# Well, today was a tough day mentally, for sure



## SilverPanther (Feb 2, 2012)

This morning I signed the paperwork, and my divorce complaint was filed. I felt both excited and sad about it. I am so devastated that things didn't work out, but on the other hand when I think of how my husband treated me, and how he thinks he's so smart and competent and I'm worthless and can't do anything for myself, I just start smirking when I think of him getting hit with a divorce notice. That is, if we can find him to serve him. 

But there is a part of him that is good and that I have always loved, and even though I know that he isn't the man I fell in love with anymore, and even though I know how little regard he had for me, I do still miss the man I thought I was marrying, I mourn his loss all the time. Every day is a new battle to keep my chin up, and keep fighting for my life. Everything I thought I had, and everything I thought was to come for me is gone now, and I sm starting from scratch. It's scary as hell, but good thing I like a challenge.

But then, to kind of ice the cake of the day, I came home tonight to find I had received a notification in the mail that my husband's officially been approved to begin the immigration process to the US. See, he went crazy on me so fast, we had filed the paperwork for him to immigrate here, and he left before it even finished processing. So now I have a notice from Homeland Security that I should be jumping up and down and celebrating...that's what I thought I would be doing if I got this in the mail. Instead, I took it and quickly hid it away, and tried to get my family, who saw it, to drop the whole thing really fast, because I simply couldn't deal with it. 

Now I'm just grieving, I guess, and feeling the after effects of the emotional nature of filing my divorce today. I am so blessed to have a family member who is a lawyer and was willing to really go to bat and save the day. We are looking at months, maybe years, of difficulty, due to the complexity of my case (I sure know how to complicate my life), and he has never once wavered on his promise to help me out.

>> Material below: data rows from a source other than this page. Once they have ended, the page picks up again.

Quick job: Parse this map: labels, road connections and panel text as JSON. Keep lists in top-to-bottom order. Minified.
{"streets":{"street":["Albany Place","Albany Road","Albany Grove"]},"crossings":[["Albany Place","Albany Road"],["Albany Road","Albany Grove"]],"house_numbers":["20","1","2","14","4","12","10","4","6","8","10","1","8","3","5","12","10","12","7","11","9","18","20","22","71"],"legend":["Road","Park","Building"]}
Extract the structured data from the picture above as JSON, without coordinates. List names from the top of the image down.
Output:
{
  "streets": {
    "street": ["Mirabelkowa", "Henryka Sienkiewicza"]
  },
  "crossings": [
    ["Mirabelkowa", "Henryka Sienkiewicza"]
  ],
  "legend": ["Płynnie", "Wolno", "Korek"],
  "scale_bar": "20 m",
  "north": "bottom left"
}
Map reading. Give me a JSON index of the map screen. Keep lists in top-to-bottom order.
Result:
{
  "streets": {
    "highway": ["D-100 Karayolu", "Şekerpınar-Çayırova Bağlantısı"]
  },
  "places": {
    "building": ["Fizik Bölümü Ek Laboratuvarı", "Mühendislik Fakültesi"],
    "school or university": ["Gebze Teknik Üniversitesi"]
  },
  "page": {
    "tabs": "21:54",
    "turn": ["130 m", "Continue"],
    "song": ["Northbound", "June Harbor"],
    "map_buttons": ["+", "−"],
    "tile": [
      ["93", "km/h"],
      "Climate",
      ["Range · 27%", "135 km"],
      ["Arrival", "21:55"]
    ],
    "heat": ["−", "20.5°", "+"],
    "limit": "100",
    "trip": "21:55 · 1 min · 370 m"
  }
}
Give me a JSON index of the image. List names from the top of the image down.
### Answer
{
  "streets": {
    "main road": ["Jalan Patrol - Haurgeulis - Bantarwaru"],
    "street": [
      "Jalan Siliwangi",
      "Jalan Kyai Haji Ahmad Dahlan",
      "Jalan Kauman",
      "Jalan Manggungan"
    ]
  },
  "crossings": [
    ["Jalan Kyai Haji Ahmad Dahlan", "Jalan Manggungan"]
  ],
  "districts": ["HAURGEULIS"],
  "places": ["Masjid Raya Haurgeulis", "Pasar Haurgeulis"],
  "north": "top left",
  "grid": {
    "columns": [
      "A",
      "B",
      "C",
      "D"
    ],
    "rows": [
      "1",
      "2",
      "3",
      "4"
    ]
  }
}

This is an incredible thing. 

But I am so ashamed that I am in this place now. I try not to be, and I try to build myself up, and give myself a million reasons to keep going and love life, but I am still reeling over just what a big mistake this was. Over how much pain I have caused myself, and even my family members. Over how stupid I was, and how hard it is now to admit it failed, because I feel that failure reflects on me. I either effed things up, or just have such atrocious judgement as to choose someone who could so royally eff things up as my husband did. It didn't help that tonight my dad felt the need to put his finger right on that fact, and point out to me how stupid I was, and demand to know what I was gonna do to insure it never happens again.

Well, that's the million dollar question, isn't it? If I can get myself into something like this, spend ten years loving and pursueing a guy who ultimately treated me like garbage, how can I ever know I'm not headed down that same path again, if I ever try this whole partnership/family thing again?

I'm angry at myself. I'm angry I was so stupid.


----------



## Jayb (Mar 6, 2012)

Stop. Focus on yourself. You. You alone. What do you like? What makes you happy? What gives you peace? Pursue those things. 

And breathe. Seriously, right now take a breath. It may seem silly, but focus on those 4 seconds. That is you.

Patience.

This moment, only....


----------



## nice777guy (Nov 23, 2009)

Good luck - sounds like a very difficult and complex situation...


----------



## desert-rose (Aug 16, 2011)

You won't make the same mistakes again because you have learned from this experience.

Try not to feel ashamed (I so understand, though!). Everyone makes mistakes, but character comes from building yourself back up. Even Achilles had a weak spot!

You are strong. You figured out what you wanted and you're acting on it. You're making progress! 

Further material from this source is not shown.